We reported in the January 2011 edition of the Health legal update that the Co-operation and Competition Panel (CCP) had launched a study into the operation of the any willing provider (AWP) model, in relation to free choice of provider for routine elective care. That study is investigating whether, in general, the AWP model is being used by commissioners in a way which is consistent with the requirements of national choice policy and the Principles and rules of Co-operation and Competition (PRCC).
As a result of that investigation, we reported that it would be prudent for PCTs to consider whether their own policies and practices for referral of patients and use of the AWP model for elective choice were consistent with the PRCC, as investigations on individual cases might be considered in the future.

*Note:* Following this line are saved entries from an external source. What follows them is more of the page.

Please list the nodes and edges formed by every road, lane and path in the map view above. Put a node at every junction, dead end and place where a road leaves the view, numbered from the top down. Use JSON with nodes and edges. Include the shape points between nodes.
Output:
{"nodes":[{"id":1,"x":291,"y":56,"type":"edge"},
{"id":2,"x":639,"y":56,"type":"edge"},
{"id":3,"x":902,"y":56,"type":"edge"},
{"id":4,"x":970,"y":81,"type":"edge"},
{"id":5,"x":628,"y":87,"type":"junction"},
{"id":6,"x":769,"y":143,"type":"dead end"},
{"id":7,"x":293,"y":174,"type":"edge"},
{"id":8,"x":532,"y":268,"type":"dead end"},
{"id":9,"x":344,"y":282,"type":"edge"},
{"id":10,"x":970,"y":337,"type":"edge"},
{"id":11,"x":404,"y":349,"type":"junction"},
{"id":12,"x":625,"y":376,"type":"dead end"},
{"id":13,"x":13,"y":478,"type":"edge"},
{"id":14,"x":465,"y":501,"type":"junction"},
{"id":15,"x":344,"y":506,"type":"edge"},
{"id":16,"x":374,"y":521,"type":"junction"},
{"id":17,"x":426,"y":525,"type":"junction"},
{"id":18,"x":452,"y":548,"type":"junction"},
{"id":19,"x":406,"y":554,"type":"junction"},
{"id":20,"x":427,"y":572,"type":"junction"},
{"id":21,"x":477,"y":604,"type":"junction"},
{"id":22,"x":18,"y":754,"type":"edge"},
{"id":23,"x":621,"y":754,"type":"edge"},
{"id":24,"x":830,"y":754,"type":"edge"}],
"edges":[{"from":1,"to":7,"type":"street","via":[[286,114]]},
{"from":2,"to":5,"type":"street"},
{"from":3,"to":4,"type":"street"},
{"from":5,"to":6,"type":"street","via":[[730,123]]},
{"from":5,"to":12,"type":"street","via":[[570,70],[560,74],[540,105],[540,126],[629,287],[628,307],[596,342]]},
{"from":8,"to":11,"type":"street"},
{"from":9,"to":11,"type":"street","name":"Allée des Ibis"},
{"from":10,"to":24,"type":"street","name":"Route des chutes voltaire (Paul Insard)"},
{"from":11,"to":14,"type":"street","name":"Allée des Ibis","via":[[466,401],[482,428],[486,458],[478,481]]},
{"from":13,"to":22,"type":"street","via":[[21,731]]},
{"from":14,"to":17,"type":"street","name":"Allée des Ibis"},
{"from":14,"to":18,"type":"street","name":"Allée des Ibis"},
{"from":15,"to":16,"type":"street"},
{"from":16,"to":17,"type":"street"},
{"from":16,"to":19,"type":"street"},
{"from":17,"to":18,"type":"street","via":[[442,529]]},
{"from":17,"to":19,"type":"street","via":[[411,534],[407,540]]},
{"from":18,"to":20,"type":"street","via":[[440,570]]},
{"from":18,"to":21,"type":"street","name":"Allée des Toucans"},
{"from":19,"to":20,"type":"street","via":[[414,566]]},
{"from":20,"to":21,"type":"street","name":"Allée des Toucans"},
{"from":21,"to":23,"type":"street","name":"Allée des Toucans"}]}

A specific complaint has in fact now been referred by Circle Health Limited to the CCP, in relation to whether NHS Wiltshire (acting as lead commissioner on behalf of itself, NHS Bath and NHS North East Somerset) has acted inconsistently with the PRCC by allegedly imposing restrictions on providers who provide, or seek to provide, elective care under the AWP model. For example, it is alleged that the PCT has limited the range of elective care specialities provided under AWP, as well as requiring providers to offer all or none of those services. There are other allegations in relation to pricing and quality requirements.
The CCP’s assessment will consider whether the conduct in question is consistent with the PRCC. An initial decision is due early in March, although if the CCP opts for a detailed investigation, a final decision will not be due until the end of June 2011. The fact that the CCP has taken on this case is a clear confirmation that its more general investigation into the operation of AWP will not prevent it from simultaneously considering any specific complaints relating to the conduct of particular commissioners.